Granted it was a small office with no formal orientation, but really? The message was loud and clear. They were less than excited to have her there! That first day still stands out as a lonely eight hours.
Were they bad people? No. Were they unprofessional? Surprisingly not. Did they position themselves to get the most out of her? Not so much. Could they have easily done better? You bet.
Sadly, Jacqueline’s story isn’t unique or unusual. In fact, similar situations are unfolding right this very moment to dozens or even hundreds of people starting new jobs today. And how do they feel about the organizations they’ve just signed on with? Probably not too great.
Statistics and practical experience show it costs time and money to replace an employee, so does it not make sense to new hires off to a good start?
For very little money and a modicum of effort, you can set the stage for a new hire’s success.
- Send new employees a note (handwritten if possible) before they start work.

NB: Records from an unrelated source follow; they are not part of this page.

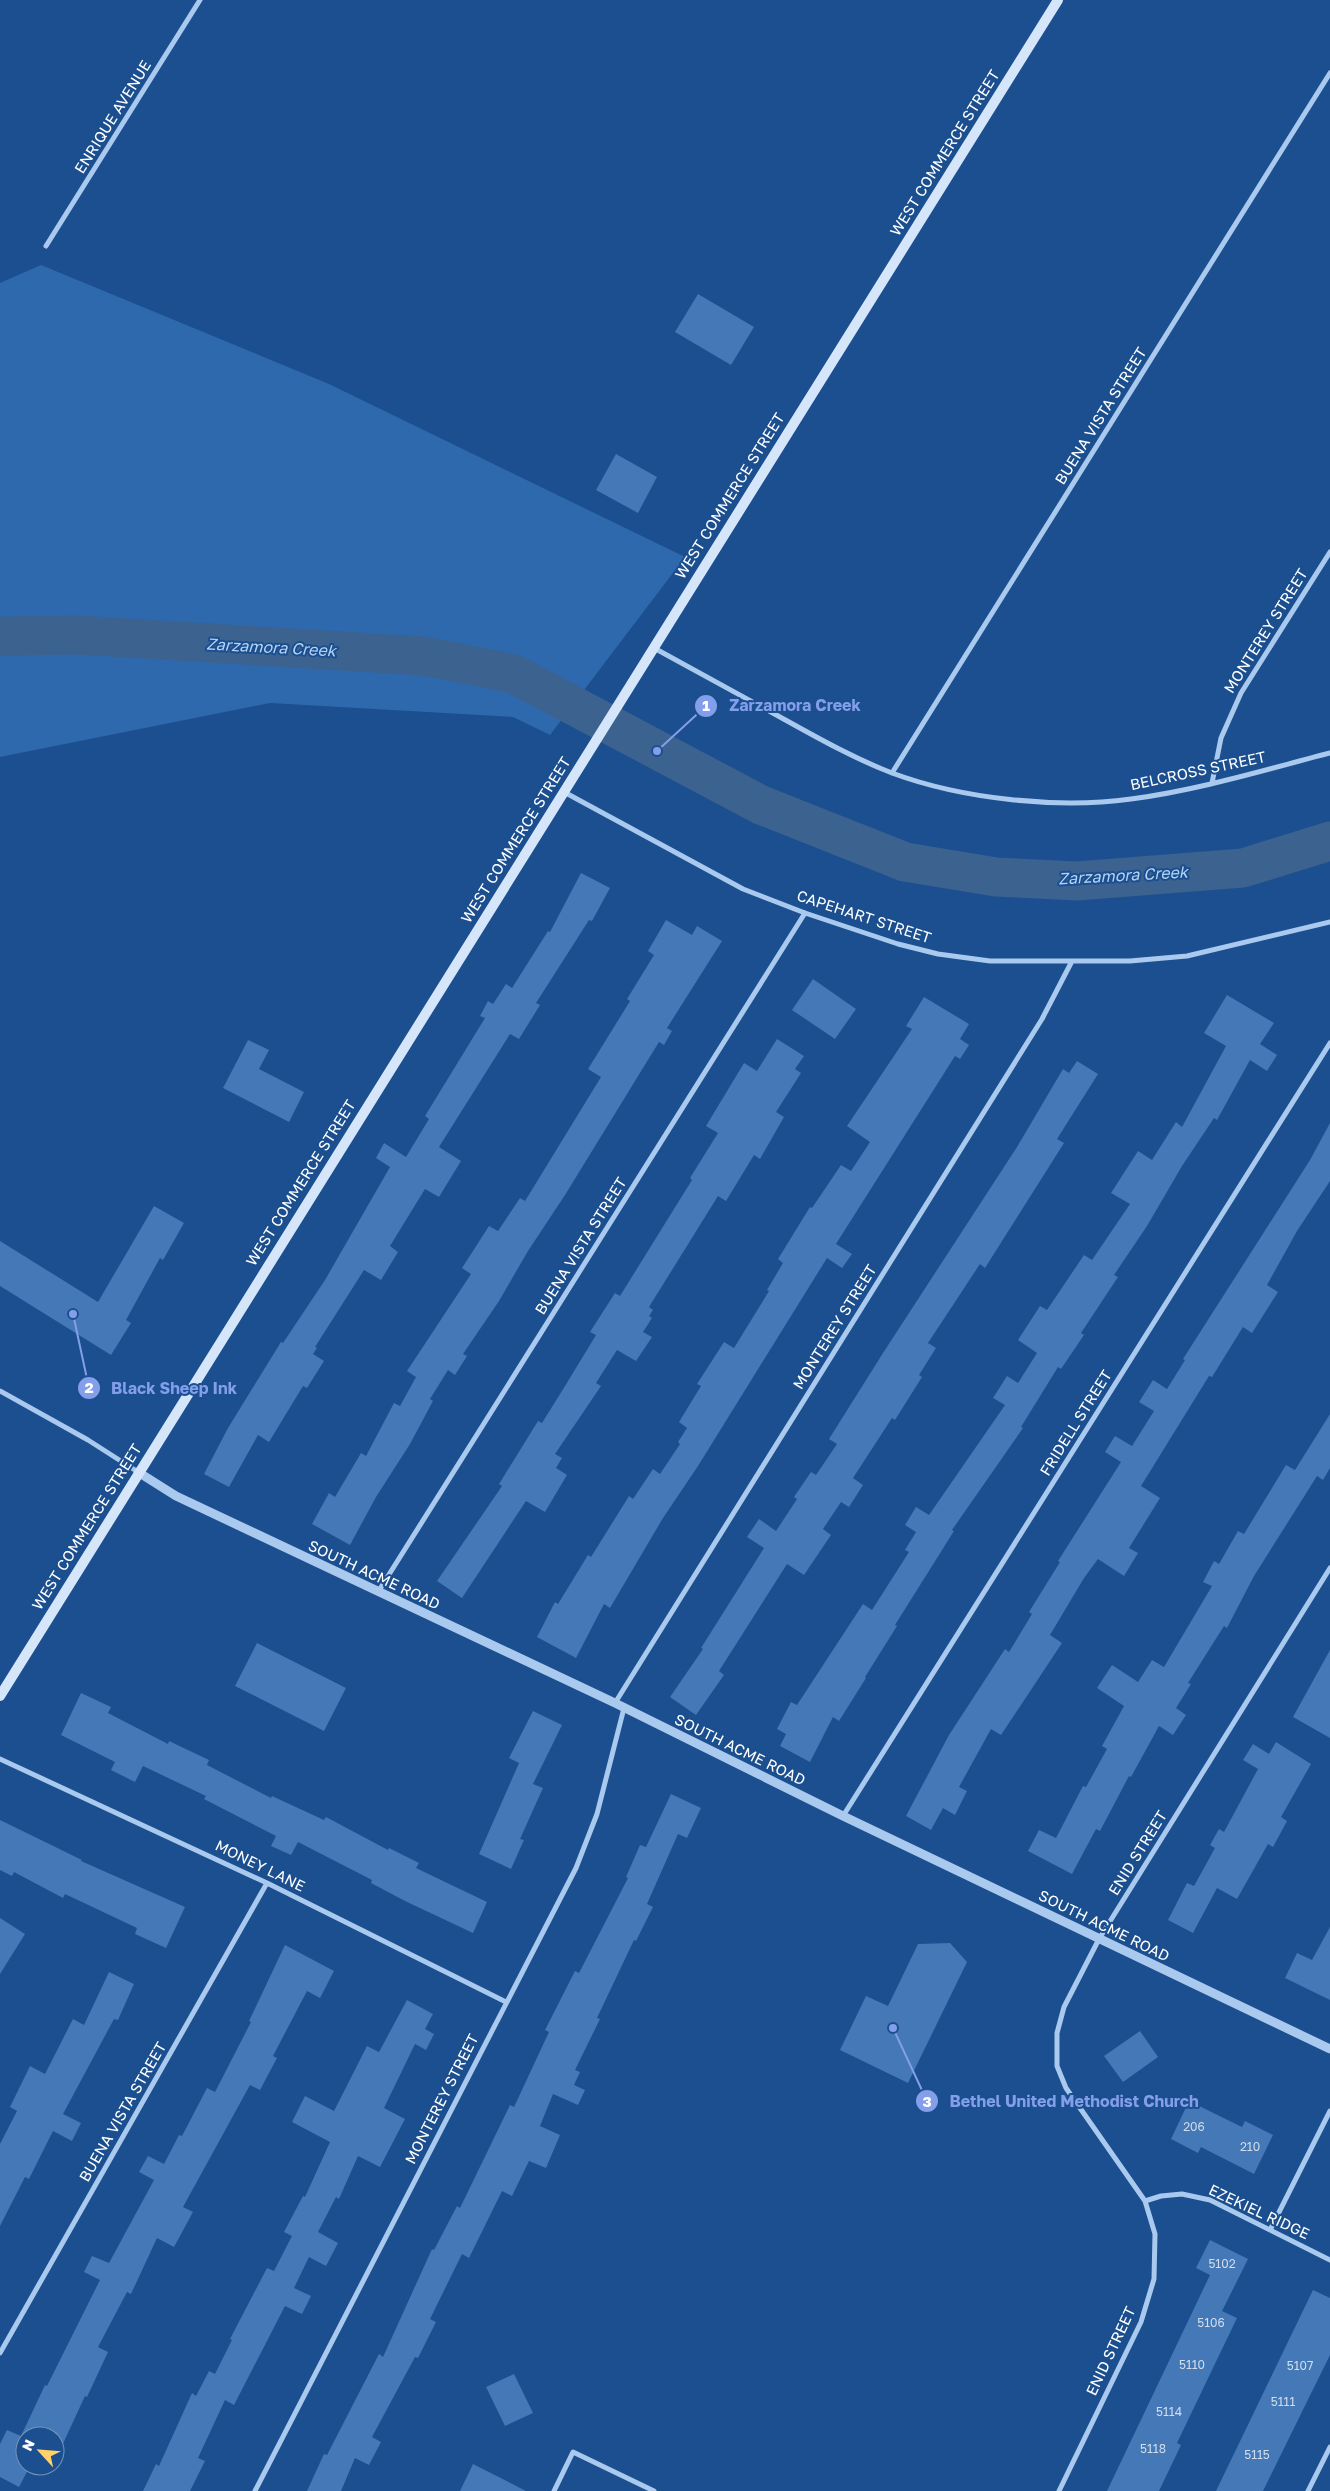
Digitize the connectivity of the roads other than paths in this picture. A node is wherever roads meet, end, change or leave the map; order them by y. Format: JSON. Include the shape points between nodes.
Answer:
{"nodes":[{"id":1,"x":200,"y":0,"type":"edge"},
{"id":2,"x":1058,"y":0,"type":"edge"},
{"id":3,"x":1330,"y":73,"type":"edge"},
{"id":4,"x":46,"y":246,"type":"dead end"},
{"id":5,"x":1330,"y":552,"type":"edge"},
{"id":6,"x":653,"y":648,"type":"junction"},
{"id":7,"x":1330,"y":753,"type":"edge"},
{"id":8,"x":892,"y":773,"type":"junction"},
{"id":9,"x":1212,"y":783,"type":"junction"},
{"id":10,"x":563,"y":792,"type":"junction"},
{"id":11,"x":805,"y":913,"type":"junction"},
{"id":12,"x":1330,"y":922,"type":"edge"},
{"id":13,"x":1071,"y":962,"type":"junction"},
{"id":14,"x":1330,"y":1043,"type":"edge"},
{"id":15,"x":0,"y":1391,"type":"edge"},
{"id":16,"x":138,"y":1472,"type":"junction"},
{"id":17,"x":1330,"y":1568,"type":"edge"},
{"id":18,"x":378,"y":1592,"type":"junction"},
{"id":19,"x":0,"y":1696,"type":"edge"},
{"id":20,"x":615,"y":1703,"type":"junction"},
{"id":21,"x":624,"y":1708,"type":"junction"},
{"id":22,"x":0,"y":1758,"type":"edge"},
{"id":23,"x":843,"y":1816,"type":"junction"},
{"id":24,"x":267,"y":1883,"type":"junction"},
{"id":25,"x":1100,"y":1939,"type":"junction"},
{"id":26,"x":506,"y":2002,"type":"junction"},
{"id":27,"x":1330,"y":2049,"type":"edge"},
{"id":28,"x":1330,"y":2111,"type":"edge"},
{"id":29,"x":1145,"y":2201,"type":"junction"},
{"id":30,"x":1270,"y":2230,"type":"junction"},
{"id":31,"x":1330,"y":2260,"type":"edge"},
{"id":32,"x":0,"y":2353,"type":"edge"},
{"id":33,"x":1330,"y":2447,"type":"edge"},
{"id":34,"x":255,"y":2491,"type":"edge"},
{"id":35,"x":554,"y":2491,"type":"edge"},
{"id":36,"x":654,"y":2491,"type":"edge"},
{"id":37,"x":1059,"y":2491,"type":"edge"},
{"id":38,"x":1308,"y":2491,"type":"edge"}],
"edges":[{"from":1,"to":4,"type":"street","name":"ENRIQUE AVENUE"},
{"from":2,"to":6,"type":"main road","name":"WEST COMMERCE STREET"},
{"from":3,"to":8,"type":"street","name":"BUENA VISTA STREET"},
{"from":5,"to":9,"type":"street","name":"MONTEREY STREET","via":[[1241,693],[1221,738]]},
{"from":6,"to":8,"type":"street","name":"BELCROSS STREET","via":[[831,745]]},
{"from":6,"to":10,"type":"main road","name":"WEST COMMERCE STREET"},
{"from":7,"to":9,"type":"street","name":"BELCROSS STREET"},
{"from":8,"to":9,"type":"street","name":"BELCROSS STREET","via":[[1009,800],[1066,803],[1129,800]]},
{"from":10,"to":11,"type":"street","name":"CAPEHART STREET","via":[[744,889]]},
{"from":10,"to":16,"type":"main road","name":"WEST COMMERCE STREET"},
{"from":11,"to":13,"type":"street","name":"CAPEHART STREET","via":[[938,954],[990,961]]},
{"from":11,"to":18,"type":"street","name":"BUENA VISTA STREET"},
{"from":12,"to":13,"type":"street","name":"CAPEHART STREET","via":[[1187,956]]},
{"from":13,"to":20,"type":"street","name":"MONTEREY STREET","via":[[1042,1019]]},
{"from":14,"to":23,"type":"street","name":"FRIDELL STREET"},
{"from":15,"to":16,"type":"street"},
{"from":16,"to":18,"type":"street","name":"SOUTH ACME ROAD","via":[[176,1496]]},
{"from":16,"to":19,"type":"main road","name":"WEST COMMERCE STREET"},
{"from":17,"to":25,"type":"street","name":"ENID STREET"},
{"from":18,"to":20,"type":"street","name":"SOUTH ACME ROAD"},
{"from":20,"to":21,"type":"street","name":"SOUTH ACME ROAD"},
{"from":21,"to":23,"type":"street","name":"SOUTH ACME ROAD"},
{"from":21,"to":26,"type":"street","name":"MONTEREY STREET","via":[[597,1814],[576,1868]]},
{"from":22,"to":24,"type":"street","name":"MONEY LANE"},
{"from":23,"to":25,"type":"street","name":"SOUTH ACME ROAD"},
{"from":24,"to":26,"type":"street","name":"MONEY LANE"},
{"from":24,"to":32,"type":"street","name":"BUENA VISTA STREET"},
{"from":25,"to":27,"type":"street","name":"SOUTH ACME ROAD"},
{"from":25,"to":29,"type":"street","name":"ENID STREET","via":[[1064,2007],[1057,2033],[1057,2066],[1066,2088]]},
{"from":26,"to":34,"type":"street","name":"MONTEREY STREET"},
{"from":28,"to":30,"type":"street"},
{"from":29,"to":30,"type":"street","name":"EZEKIEL RIDGE","via":[[1182,2194],[1210,2200]]},
{"from":29,"to":37,"type":"street","name":"ENID STREET","via":[[1155,2234],[1154,2279],[1141,2322]]},
{"from":30,"to":31,"type":"street","name":"EZEKIEL RIDGE"},
{"from":33,"to":38,"type":"street"},
{"from":35,"to":36,"type":"street","via":[[573,2452]]}]}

These aren’t messages about policies or parking passes. Rather, you are writing to say “We are glad you are going to be working with us.”
- Tell new people exactly what to do when they arrive on their first day. Do they park in visitor parking? Should they report to Human Resources first? Eliminating uncertainty will show that you’ve got your act together.
- Make sure the space a new hire is going to occupy is clean and free of the last person’s personal effects and well stocked with supplies. Nothing says “We don’t care” like dirt and clutter.
- Does the new person get a computer, phone, or other electronics? If so, be sure to have those items in place as soon as possible. Without the proper tools, it’s hard to hit the ground running.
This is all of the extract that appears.